Upper Clarence River erosion study

Roads and Maritime Services is coordinating the response to an erosion study by the University of NSW’s Water Research Laboratory. The study made recommendations on how to best address erosion issues in several parts of the river. These issues are reported to have been caused by a range of factors including land management, flooding, loss of vegetation, stock access, natural factors and high-wash boating activities.

Clarence River erosion photo


In 2014 the University of NSW’s Water Research Laboratory was commissioned by Transport for NSW, Clarence Valley Council and North Coast Local Land Services to conduct an assessment along several sections of the Clarence River to report on the status of riverbank erosion, the causes of erosion and to suggest remedies to ensure the long term environmental sustainability of the river.

Following the report’s release, a multi-agency committee was formed with members from Transport for NSW, Roads and Maritime Services, North Coast Local Land Services and Clarence Valley Council. This committee developed a 12-point Management Action Plan. This Plan seeks to balance the environmental needs of the river while ensuring boaters, businesses and local residents can enjoy the river for years to come in a sustainable and responsible manner. The actions were projected to be in place for a period of two years from September 2015 to September 2017.

In October 2016, the Committee was briefed on the details of a series of remediation works needed to stabilise key sections of the riverbank, this work would address two of the proposed actions. The committee subsequently decided it was necessary to extend the Management Actions for a further three to five years, to enable these riverbank works to stabilise.

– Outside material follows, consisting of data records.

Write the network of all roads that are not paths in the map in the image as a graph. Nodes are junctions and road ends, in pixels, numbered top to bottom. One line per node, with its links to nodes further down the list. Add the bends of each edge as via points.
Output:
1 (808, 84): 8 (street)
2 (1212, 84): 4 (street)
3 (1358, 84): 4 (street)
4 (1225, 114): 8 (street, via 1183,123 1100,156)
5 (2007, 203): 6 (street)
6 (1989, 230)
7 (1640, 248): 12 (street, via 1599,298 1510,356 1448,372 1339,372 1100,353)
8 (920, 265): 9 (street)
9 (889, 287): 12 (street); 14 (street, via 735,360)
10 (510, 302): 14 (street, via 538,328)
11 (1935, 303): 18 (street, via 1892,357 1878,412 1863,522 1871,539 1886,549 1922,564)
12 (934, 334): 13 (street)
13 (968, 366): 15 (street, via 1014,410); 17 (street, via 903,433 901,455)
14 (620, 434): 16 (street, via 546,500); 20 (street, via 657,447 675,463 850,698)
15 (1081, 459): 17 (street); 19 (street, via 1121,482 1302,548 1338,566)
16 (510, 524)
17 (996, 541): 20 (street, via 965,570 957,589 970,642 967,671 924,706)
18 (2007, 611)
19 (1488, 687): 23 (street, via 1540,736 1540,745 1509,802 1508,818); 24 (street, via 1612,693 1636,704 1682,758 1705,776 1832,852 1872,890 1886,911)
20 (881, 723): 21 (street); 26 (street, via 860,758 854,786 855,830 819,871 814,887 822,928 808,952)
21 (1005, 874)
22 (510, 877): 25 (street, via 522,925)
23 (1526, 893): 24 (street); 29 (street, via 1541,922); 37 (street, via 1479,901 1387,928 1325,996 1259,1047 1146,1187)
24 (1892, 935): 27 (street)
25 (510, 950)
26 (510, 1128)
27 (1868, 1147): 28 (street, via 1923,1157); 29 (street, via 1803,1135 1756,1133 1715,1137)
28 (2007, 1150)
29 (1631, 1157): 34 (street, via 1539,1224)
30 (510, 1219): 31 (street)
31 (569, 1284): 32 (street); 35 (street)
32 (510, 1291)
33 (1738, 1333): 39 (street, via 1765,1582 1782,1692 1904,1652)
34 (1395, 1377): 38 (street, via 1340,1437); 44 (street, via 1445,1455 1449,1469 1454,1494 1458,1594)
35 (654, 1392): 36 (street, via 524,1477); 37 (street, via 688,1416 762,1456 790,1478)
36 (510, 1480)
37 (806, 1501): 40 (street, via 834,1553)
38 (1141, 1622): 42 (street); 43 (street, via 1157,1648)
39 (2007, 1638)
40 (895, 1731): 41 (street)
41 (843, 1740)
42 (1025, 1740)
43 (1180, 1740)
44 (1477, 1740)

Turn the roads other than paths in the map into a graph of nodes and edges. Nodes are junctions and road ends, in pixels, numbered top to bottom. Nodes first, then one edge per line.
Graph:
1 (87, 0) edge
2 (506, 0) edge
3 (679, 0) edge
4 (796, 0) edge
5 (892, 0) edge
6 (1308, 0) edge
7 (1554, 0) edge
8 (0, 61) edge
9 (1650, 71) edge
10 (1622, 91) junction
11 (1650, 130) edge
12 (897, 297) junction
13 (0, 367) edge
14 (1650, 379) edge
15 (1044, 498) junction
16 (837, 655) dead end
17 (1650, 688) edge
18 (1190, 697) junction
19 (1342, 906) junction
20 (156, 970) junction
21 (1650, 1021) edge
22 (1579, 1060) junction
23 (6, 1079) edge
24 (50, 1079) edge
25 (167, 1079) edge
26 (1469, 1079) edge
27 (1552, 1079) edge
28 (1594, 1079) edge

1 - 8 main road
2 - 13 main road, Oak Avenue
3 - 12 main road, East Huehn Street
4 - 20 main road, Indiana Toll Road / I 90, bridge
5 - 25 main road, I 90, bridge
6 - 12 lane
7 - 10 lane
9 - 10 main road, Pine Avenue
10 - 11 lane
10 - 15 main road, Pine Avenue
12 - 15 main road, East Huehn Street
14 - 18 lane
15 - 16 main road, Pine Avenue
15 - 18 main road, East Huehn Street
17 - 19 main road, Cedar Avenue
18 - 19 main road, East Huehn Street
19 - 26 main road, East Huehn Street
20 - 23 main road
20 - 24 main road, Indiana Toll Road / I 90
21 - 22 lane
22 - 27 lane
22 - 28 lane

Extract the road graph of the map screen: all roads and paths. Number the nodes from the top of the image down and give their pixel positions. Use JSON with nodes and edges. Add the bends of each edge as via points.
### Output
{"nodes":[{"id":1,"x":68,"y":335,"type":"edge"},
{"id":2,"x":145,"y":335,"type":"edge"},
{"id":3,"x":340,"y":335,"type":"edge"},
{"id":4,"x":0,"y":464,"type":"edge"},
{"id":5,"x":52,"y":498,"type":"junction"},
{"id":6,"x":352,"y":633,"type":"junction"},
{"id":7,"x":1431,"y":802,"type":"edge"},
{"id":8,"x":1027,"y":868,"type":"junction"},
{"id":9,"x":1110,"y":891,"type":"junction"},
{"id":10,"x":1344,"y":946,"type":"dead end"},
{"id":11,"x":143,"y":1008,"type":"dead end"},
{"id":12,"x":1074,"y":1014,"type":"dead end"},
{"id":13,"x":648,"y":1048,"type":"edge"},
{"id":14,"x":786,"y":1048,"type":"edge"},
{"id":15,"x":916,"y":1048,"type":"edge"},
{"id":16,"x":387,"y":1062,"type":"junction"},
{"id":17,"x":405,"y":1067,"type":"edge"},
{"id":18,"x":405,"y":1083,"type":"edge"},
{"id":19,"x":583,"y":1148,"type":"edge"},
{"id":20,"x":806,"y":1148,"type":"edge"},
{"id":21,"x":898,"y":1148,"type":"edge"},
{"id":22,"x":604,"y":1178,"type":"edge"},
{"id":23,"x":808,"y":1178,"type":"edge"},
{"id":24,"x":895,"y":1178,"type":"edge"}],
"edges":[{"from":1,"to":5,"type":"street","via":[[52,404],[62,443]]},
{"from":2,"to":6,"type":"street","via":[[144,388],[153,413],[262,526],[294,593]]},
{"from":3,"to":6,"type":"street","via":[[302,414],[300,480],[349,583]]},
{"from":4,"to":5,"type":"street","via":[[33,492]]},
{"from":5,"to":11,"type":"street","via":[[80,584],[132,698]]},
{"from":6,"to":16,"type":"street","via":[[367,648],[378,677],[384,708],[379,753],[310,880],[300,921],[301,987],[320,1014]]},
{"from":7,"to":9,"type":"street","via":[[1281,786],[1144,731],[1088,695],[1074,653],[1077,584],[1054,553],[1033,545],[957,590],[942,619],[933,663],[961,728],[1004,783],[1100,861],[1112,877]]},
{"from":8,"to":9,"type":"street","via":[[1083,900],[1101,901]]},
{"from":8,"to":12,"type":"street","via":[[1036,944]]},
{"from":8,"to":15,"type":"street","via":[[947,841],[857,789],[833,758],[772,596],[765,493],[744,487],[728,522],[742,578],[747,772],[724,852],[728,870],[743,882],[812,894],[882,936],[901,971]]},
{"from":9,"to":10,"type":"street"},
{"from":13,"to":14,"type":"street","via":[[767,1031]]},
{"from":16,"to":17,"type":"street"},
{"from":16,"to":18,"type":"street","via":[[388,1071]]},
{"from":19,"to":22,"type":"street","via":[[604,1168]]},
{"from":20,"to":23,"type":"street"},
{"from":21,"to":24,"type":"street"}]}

A public meeting was held in November 2016 to inform the community of the extension of management measures and discuss progress on the issue.

What's happening now?

Boating restrictions have remained in place and there was a recent flood event on the river. Work currently in progress includes:

  • A Review of Environmental Factors is under development to identify any environmental considerations that need to be taken into account before the riverbank remediation works begin
  • A draft Landowner Agreement is being developed for the property owners whose land has been identified for remediation
  • A storage area has been identified near the proposed remediation area for storage of major remediation work materials such as tree trunks and root balls which have been sourced from nearby clearance activities from the Pacific Highway work and have started to be moved to the new storage area.

Local varieties of tree saplings and other vegetation have been identified to stabilise the river banks and help blend the larger material work into the natural environment. Once a detailed scope of work on the riverbanks has been finalised, the number and specific type of vegetation will be known.

The Committee plans to meet again in mid-2017 to discuss progress on all these fronts and identify next steps. Roads and Maritime will provide the key stakeholders with regular updates on progress of the action plan.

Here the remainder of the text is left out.